WHAT THIS TASK INVOLVES » Write out every entry exactly as it appears.

DATA FOR ANALYSIS »
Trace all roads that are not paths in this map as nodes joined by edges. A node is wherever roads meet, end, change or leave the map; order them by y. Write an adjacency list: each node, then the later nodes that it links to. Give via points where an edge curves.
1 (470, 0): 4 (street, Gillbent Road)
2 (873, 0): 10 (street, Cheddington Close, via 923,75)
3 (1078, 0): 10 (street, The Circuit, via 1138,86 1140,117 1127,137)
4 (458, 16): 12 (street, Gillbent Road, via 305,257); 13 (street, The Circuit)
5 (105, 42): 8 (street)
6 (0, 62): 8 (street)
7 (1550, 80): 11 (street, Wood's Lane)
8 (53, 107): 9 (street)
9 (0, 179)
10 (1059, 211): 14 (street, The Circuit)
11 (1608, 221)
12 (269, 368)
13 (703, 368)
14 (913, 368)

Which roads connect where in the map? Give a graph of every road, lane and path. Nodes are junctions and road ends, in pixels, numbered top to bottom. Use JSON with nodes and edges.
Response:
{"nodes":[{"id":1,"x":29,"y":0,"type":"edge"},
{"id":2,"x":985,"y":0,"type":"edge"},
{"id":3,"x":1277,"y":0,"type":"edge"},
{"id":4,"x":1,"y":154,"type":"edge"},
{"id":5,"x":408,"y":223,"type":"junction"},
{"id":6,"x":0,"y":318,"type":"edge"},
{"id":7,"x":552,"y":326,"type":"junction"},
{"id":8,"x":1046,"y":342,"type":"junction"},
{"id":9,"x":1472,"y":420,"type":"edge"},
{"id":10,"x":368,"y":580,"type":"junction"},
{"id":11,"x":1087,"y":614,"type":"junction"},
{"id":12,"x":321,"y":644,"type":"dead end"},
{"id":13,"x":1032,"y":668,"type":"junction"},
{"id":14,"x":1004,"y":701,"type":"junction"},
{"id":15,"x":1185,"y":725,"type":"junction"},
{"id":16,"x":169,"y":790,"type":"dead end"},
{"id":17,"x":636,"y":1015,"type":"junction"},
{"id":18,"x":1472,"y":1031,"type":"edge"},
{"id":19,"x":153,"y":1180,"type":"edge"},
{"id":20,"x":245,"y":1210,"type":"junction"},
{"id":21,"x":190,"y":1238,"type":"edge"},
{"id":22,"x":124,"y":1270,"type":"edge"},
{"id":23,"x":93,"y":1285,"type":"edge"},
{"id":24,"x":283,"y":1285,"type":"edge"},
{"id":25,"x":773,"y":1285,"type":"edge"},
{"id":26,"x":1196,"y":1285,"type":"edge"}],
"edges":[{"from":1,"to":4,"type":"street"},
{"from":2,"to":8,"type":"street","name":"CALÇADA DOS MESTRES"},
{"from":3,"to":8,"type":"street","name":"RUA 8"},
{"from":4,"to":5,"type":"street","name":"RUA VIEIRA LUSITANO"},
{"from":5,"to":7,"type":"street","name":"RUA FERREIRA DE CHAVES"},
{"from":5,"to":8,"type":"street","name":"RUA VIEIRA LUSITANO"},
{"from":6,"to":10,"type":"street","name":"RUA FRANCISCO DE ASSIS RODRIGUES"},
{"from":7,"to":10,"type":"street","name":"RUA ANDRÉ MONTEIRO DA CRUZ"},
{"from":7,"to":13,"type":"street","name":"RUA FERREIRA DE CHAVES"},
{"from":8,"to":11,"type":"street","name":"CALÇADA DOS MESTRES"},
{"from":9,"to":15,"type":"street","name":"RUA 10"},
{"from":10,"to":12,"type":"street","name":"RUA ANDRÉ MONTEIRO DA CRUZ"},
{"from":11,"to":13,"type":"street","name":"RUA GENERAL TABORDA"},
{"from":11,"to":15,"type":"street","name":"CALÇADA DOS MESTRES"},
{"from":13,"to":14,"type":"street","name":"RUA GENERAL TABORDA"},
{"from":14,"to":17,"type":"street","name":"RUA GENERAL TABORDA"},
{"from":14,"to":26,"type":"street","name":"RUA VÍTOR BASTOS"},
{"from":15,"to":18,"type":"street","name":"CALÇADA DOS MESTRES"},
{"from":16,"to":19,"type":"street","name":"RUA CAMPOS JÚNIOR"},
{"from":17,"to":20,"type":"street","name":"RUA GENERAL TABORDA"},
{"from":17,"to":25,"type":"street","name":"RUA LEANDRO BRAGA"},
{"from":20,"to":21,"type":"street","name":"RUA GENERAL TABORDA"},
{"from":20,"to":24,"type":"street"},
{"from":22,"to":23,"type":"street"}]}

ANSWER BOX »
Trace all roads that are not paths in this map as nodes joined by edges. A node is wherever roads meet, end, change or leave the map; order them by y. Write an adjacency list: each node, then the later nodes that it links to. Give via points where an edge curves.
1 (470, 0): 4 (street, Gillbent Road)
2 (873, 0): 10 (street, Cheddington Close, via 923,75)
3 (1078, 0): 10 (street, The Circuit, via 1138,86 1140,117 1127,137)
4 (458, 16): 12 (street, Gillbent Road, via 305,257); 13 (street, The Circuit)
5 (105, 42): 8 (street)
6 (0, 62): 8 (street)
7 (1550, 80): 11 (street, Wood's Lane)
8 (53, 107): 9 (street)
9 (0, 179)
10 (1059, 211): 14 (street, The Circuit)
11 (1608, 221)
12 (269, 368)
13 (703, 368)
14 (913, 368)

Which roads connect where in the map? Give a graph of every road, lane and path. Nodes are junctions and road ends, in pixels, numbered top to bottom. Use JSON with nodes and edges.
Response:
{"nodes":[{"id":1,"x":29,"y":0,"type":"edge"},
{"id":2,"x":985,"y":0,"type":"edge"},
{"id":3,"x":1277,"y":0,"type":"edge"},
{"id":4,"x":1,"y":154,"type":"edge"},
{"id":5,"x":408,"y":223,"type":"junction"},
{"id":6,"x":0,"y":318,"type":"edge"},
{"id":7,"x":552,"y":326,"type":"junction"},
{"id":8,"x":1046,"y":342,"type":"junction"},
{"id":9,"x":1472,"y":420,"type":"edge"},
{"id":10,"x":368,"y":580,"type":"junction"},
{"id":11,"x":1087,"y":614,"type":"junction"},
{"id":12,"x":321,"y":644,"type":"dead end"},
{"id":13,"x":1032,"y":668,"type":"junction"},
{"id":14,"x":1004,"y":701,"type":"junction"},
{"id":15,"x":1185,"y":725,"type":"junction"},
{"id":16,"x":169,"y":790,"type":"dead end"},
{"id":17,"x":636,"y":1015,"type":"junction"},
{"id":18,"x":1472,"y":1031,"type":"edge"},
{"id":19,"x":153,"y":1180,"type":"edge"},
{"id":20,"x":245,"y":1210,"type":"junction"},
{"id":21,"x":190,"y":1238,"type":"edge"},
{"id":22,"x":124,"y":1270,"type":"edge"},
{"id":23,"x":93,"y":1285,"type":"edge"},
{"id":24,"x":283,"y":1285,"type":"edge"},
{"id":25,"x":773,"y":1285,"type":"edge"},
{"id":26,"x":1196,"y":1285,"type":"edge"}],
"edges":[{"from":1,"to":4,"type":"street"},
{"from":2,"to":8,"type":"street","name":"CALÇADA DOS MESTRES"},
{"from":3,"to":8,"type":"street","name":"RUA 8"},
{"from":4,"to":5,"type":"street","name":"RUA VIEIRA LUSITANO"},
{"from":5,"to":7,"type":"street","name":"RUA FERREIRA DE CHAVES"},
{"from":5,"to":8,"type":"street","name":"RUA VIEIRA LUSITANO"},
{"from":6,"to":10,"type":"street","name":"RUA FRANCISCO DE ASSIS RODRIGUES"},
{"from":7,"to":10,"type":"street","name":"RUA ANDRÉ MONTEIRO DA CRUZ"},
{"from":7,"to":13,"type":"street","name":"RUA FERREIRA DE CHAVES"},
{"from":8,"to":11,"type":"street","name":"CALÇADA DOS MESTRES"},
{"from":9,"to":15,"type":"street","name":"RUA 10"},
{"from":10,"to":12,"type":"street","name":"RUA ANDRÉ MONTEIRO DA CRUZ"},
{"from":11,"to":13,"type":"street","name":"RUA GENERAL TABORDA"},
{"from":11,"to":15,"type":"street","name":"CALÇADA DOS MESTRES"},
{"from":13,"to":14,"type":"street","name":"RUA GENERAL TABORDA"},
{"from":14,"to":17,"type":"street","name":"RUA GENERAL TABORDA"},
{"from":14,"to":26,"type":"street","name":"RUA VÍTOR BASTOS"},
{"from":15,"to":18,"type":"street","name":"CALÇADA DOS MESTRES"},
{"from":16,"to":19,"type":"street","name":"RUA CAMPOS JÚNIOR"},
{"from":17,"to":20,"type":"street","name":"RUA GENERAL TABORDA"},
{"from":17,"to":25,"type":"street","name":"RUA LEANDRO BRAGA"},
{"from":20,"to":21,"type":"street","name":"RUA GENERAL TABORDA"},
{"from":20,"to":24,"type":"street"},
{"from":22,"to":23,"type":"street"}]}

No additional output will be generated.